4. What experiences do you have that makes you an expert in the field of International Realations?
I never call myself an 'expert.' That is an evaluation whereas 'specialist' is a description. I'll settle for that term.
I spent 25 years in the US Navy and my specialty there, when not looking for Soviet submarines or doing gunnery or being an adviser in Vietnam, was political-military relations. I spent several tours in NATO assignments including being the Political Advisor to the Commander of the Iceland Defense Force and served 7 years on the faculties of the National War College in DC and the Naval War College in Newport. Since then I have been on the faculty of BU's IR Department and my publications and lecturing have been on security matters and Nordic politics.

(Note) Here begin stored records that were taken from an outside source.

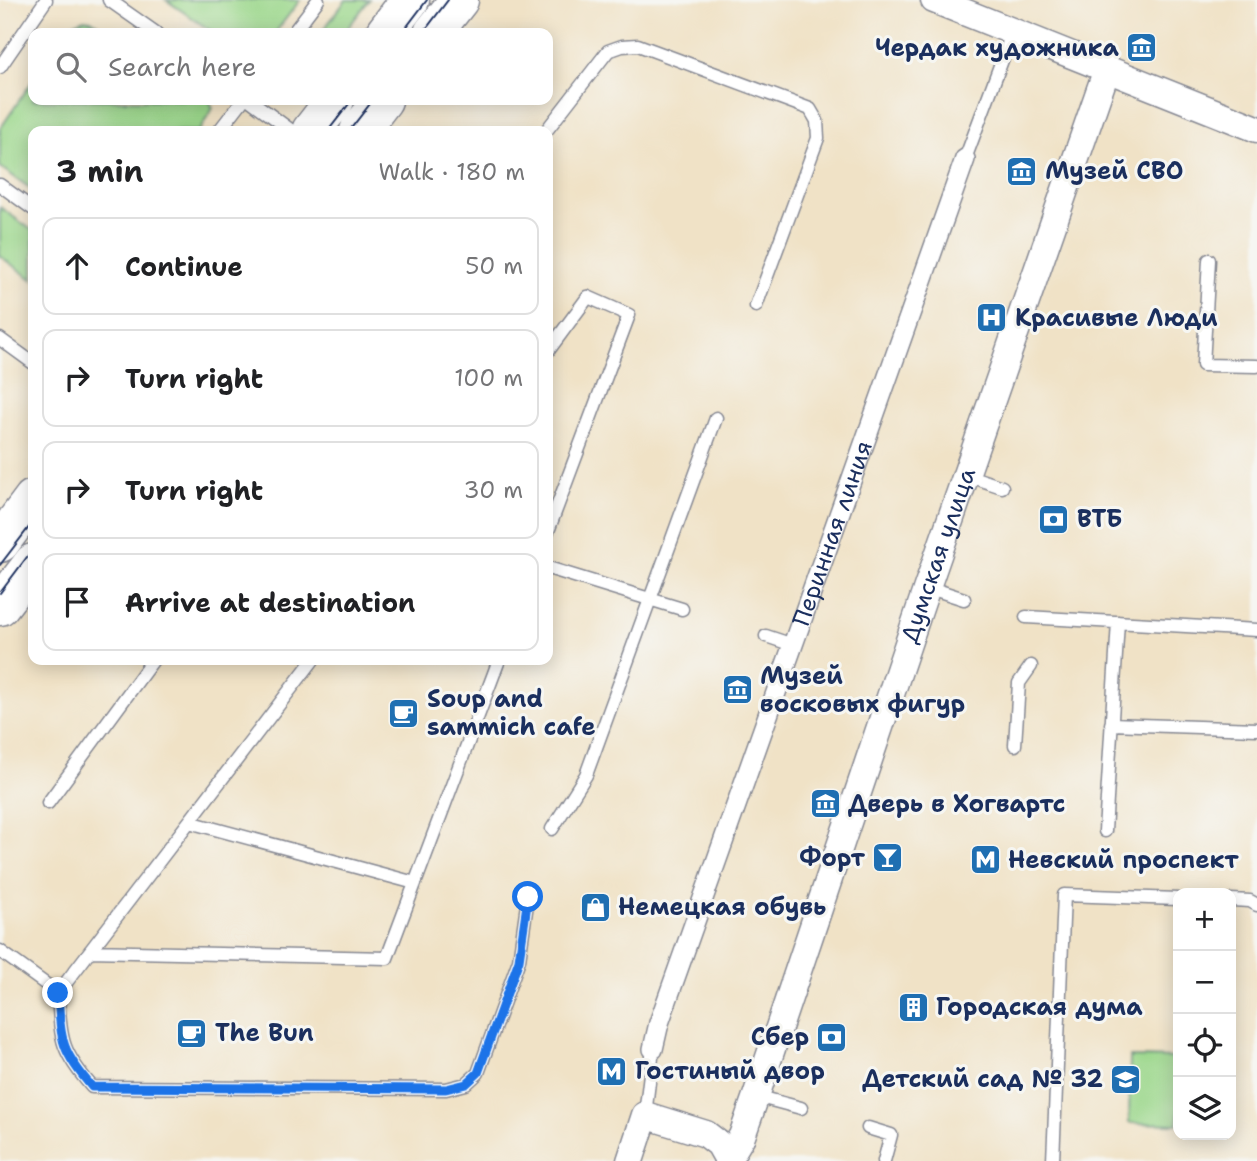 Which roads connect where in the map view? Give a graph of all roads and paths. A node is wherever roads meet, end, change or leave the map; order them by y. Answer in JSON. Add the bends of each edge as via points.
{"nodes":[{"id":1,"x":46,"y":0,"type":"edge"},
{"id":2,"x":109,"y":0,"type":"edge"},
{"id":3,"x":318,"y":0,"type":"edge"},
{"id":4,"x":410,"y":0,"type":"edge"},
{"id":5,"x":459,"y":0,"type":"edge"},
{"id":6,"x":934,"y":0,"type":"edge"},
{"id":7,"x":149,"y":28,"type":"edge"},
{"id":8,"x":297,"y":28,"type":"edge"},
{"id":9,"x":389,"y":28,"type":"edge"},
{"id":10,"x":437,"y":28,"type":"edge"},
{"id":11,"x":1013,"y":32,"type":"junction"},
{"id":12,"x":0,"y":67,"type":"edge"},
{"id":13,"x":1107,"y":69,"type":"junction"},
{"id":14,"x":239,"y":105,"type":"edge"},
{"id":15,"x":257,"y":105,"type":"edge"},
{"id":16,"x":331,"y":105,"type":"edge"},
{"id":17,"x":379,"y":105,"type":"edge"},
{"id":18,"x":223,"y":126,"type":"edge"},
{"id":19,"x":285,"y":126,"type":"edge"},
{"id":20,"x":315,"y":126,"type":"edge"},
{"id":21,"x":363,"y":126,"type":"edge"},
{"id":22,"x":550,"y":126,"type":"edge"},
{"id":23,"x":1257,"y":129,"type":"edge"},
{"id":24,"x":965,"y":159,"type":"joint"},
{"id":25,"x":0,"y":185,"type":"edge"},
{"id":26,"x":28,"y":205,"type":"edge"},
{"id":27,"x":1209,"y":260,"type":"dead end"},
{"id":28,"x":756,"y":306,"type":"dead end"},
{"id":29,"x":0,"y":339,"type":"edge"},
{"id":30,"x":553,"y":344,"type":"edge"},
{"id":31,"x":28,"y":359,"type":"edge"},
{"id":32,"x":1257,"y":366,"type":"edge"},
{"id":33,"x":716,"y":418,"type":"dead end"},
{"id":34,"x":966,"y":475,"type":"junction"},
{"id":35,"x":1002,"y":487,"type":"dead end"},
{"id":36,"x":28,"y":506,"type":"edge"},
{"id":37,"x":553,"y":515,"type":"edge"},
{"id":38,"x":0,"y":544,"type":"edge"},
{"id":39,"x":28,"y":570,"type":"edge"},
{"id":40,"x":553,"y":570,"type":"edge"},
{"id":41,"x":927,"y":587,"type":"junction"},
{"id":42,"x":964,"y":599,"type":"dead end"},
{"id":43,"x":650,"y":600,"type":"junction"},
{"id":44,"x":0,"y":607,"type":"edge"},
{"id":45,"x":682,"y":609,"type":"dead end"},
{"id":46,"x":1031,"y":620,"type":"dead end"},
{"id":47,"x":1118,"y":622,"type":"junction"},
{"id":48,"x":1257,"y":630,"type":"edge"},
{"id":49,"x":766,"y":636,"type":"dead end"},
{"id":50,"x":793,"y":645,"type":"junction"},
{"id":51,"x":149,"y":665,"type":"edge"},
{"id":52,"x":309,"y":665,"type":"edge"},
{"id":53,"x":497,"y":665,"type":"edge"},
{"id":54,"x":1031,"y":666,"type":"dead end"},
{"id":55,"x":1111,"y":724,"type":"junction"},
{"id":56,"x":1257,"y":729,"type":"edge"},
{"id":57,"x":1015,"y":745,"type":"dead end"},
{"id":58,"x":48,"y":803,"type":"dead end"},
{"id":59,"x":189,"y":822,"type":"junction"},
{"id":60,"x":552,"y":829,"type":"dead end"},
{"id":61,"x":1105,"y":831,"type":"dead end"},
{"id":62,"x":415,"y":883,"type":"junction"},
{"id":63,"x":528,"y":897,"type":"dead end"},
{"id":64,"x":1173,"y":899,"type":"edge"},
{"id":65,"x":1236,"y":900,"type":"edge"},
{"id":66,"x":1257,"y":905,"type":"edge"},
{"id":67,"x":0,"y":951,"type":"edge"},
{"id":68,"x":90,"y":951,"type":"junction"},
{"id":69,"x":58,"y":993,"type":"junction"},
{"id":70,"x":653,"y":1049,"type":"joint"},
{"id":71,"x":756,"y":1096,"type":"junction"},
{"id":72,"x":801,"y":1108,"type":"dead end"},
{"id":73,"x":645,"y":1115,"type":"junction"},
{"id":74,"x":868,"y":1128,"type":"dead end"},
{"id":75,"x":630,"y":1161,"type":"edge"},
{"id":76,"x":728,"y":1161,"type":"edge"},
{"id":77,"x":884,"y":1161,"type":"edge"},
{"id":78,"x":1053,"y":1161,"type":"edge"}],
"edges":[{"from":1,"to":12,"type":"lane"},
{"from":2,"to":7,"type":"lane"},
{"from":3,"to":8,"type":"lane"},
{"from":4,"to":9,"type":"main road"},
{"from":5,"to":10,"type":"main road"},
{"from":6,"to":11,"type":"street"},
{"from":11,"to":13,"type":"street"},
{"from":11,"to":24,"type":"lane","name":"Перинная линия"},
{"from":13,"to":23,"type":"street"},
{"from":13,"to":34,"type":"street","name":"Думская улица"},
{"from":14,"to":18,"type":"lane"},
{"from":15,"to":19,"type":"lane"},
{"from":16,"to":20,"type":"main road"},
{"from":17,"to":21,"type":"main road"},
{"from":22,"to":28,"type":"lane","via":[[608,51],[622,46],[638,45],[810,109],[817,121],[818,138]]},
{"from":24,"to":50,"type":"street","name":"Перинная линия"},
{"from":25,"to":26,"type":"lane"},
{"from":27,"to":32,"type":"lane","via":[[1203,365]]},
{"from":29,"to":31,"type":"lane"},
{"from":30,"to":37,"type":"lane","via":[[588,297],[629,315]]},
{"from":33,"to":43,"type":"lane"},
{"from":34,"to":35,"type":"lane"},
{"from":34,"to":41,"type":"street","name":"Думская улица"},
{"from":36,"to":38,"type":"main road"},
{"from":39,"to":44,"type":"main road"},
{"from":40,"to":43,"type":"lane"},
{"from":41,"to":42,"type":"lane"},
{"from":41,"to":71,"type":"street","name":"Думская улица"},
{"from":43,"to":45,"type":"lane"},
{"from":43,"to":60,"type":"lane","via":[[586,775]]},
{"from":46,"to":47,"type":"lane"},
{"from":47,"to":48,"type":"lane"},
{"from":47,"to":55,"type":"lane"},
{"from":49,"to":50,"type":"lane"},
{"from":50,"to":70,"type":"street","name":"Перинная линия"},
{"from":51,"to":58,"type":"lane"},
{"from":52,"to":59,"type":"lane"},
{"from":53,"to":62,"type":"lane"},
{"from":54,"to":57,"type":"lane","via":[[1019,683]]},
{"from":55,"to":56,"type":"lane"},
{"from":55,"to":61,"type":"lane"},
{"from":59,"to":62,"type":"lane"},
{"from":59,"to":68,"type":"lane"},
{"from":62,"to":68,"type":"lane","via":[[387,958]]},
{"from":63,"to":69,"type":"lane","via":[[519,960],[478,1073],[466,1084],[446,1089],[92,1087],[71,1062],[60,1035]]},
{"from":64,"to":78,"type":"lane","via":[[1065,895]]},
{"from":65,"to":66,"type":"lane"},
{"from":67,"to":69,"type":"lane"},
{"from":68,"to":69,"type":"lane"},
{"from":70,"to":73,"type":"lane","name":"Перинная линия"},
{"from":71,"to":72,"type":"lane"},
{"from":71,"to":76,"type":"street","name":"Думская улица"},
{"from":73,"to":75,"type":"street","name":"Перинная линия"},
{"from":73,"to":76,"type":"street","via":[[706,1133]]},
{"from":74,"to":77,"type":"lane","via":[[891,1135]]}]}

5. If you could pick one thing that the United States could do to restore its global image, what would it be?
With reservations, such as most countries regularly claim, sign and ratify three international treaties: the Anti-personnel Landmine Convention, the Convention on the Rights of the Child, and the International Criminal Court.
6. Do you believe that the Obama administration is making strides to improve the American image that he inherited when he came to office? If so, what are they?
Obama is interested and trying to do the right things but the domestic economy overrides everything else right now. One significant thing the has done on the international scene is getting the nuclear arms treaty with Russia. As a onetime nuclear weapons officer on a ship, I think the existence of as many nuclear weapons as there now are in the world is the most dangerous threat to world Peace and order.
7. What military action, covert or overt, has been the most detrimental to the perception of the United States?
The current Iraq war.
8. What do you think of my websites? Can you suggest any improvements
Be wary of too simple characterizations. As the German Chancellor Helmut Kohl once said, "All the easy problems have been solved. What is left are the hard ones." There are usually at least some plausible arguments for both sides of an issue.A personal example. I served in Vietnam twice and I am well aware that most Americans hold that we supported a dictatorship that the people didn't want. It was never that simple. After all, who ever in the North got to vote for Ho Chi Minh? Yes, the people there supported him but one could say it was the survivors who did. After all, he eliminated 60,000 people on his way to power. Could both sides be 'wrong?' I often think so. [BTW, there were atrocities on both sides, always the case in war] Intervention is a perilous business and we should hold back much more than we do.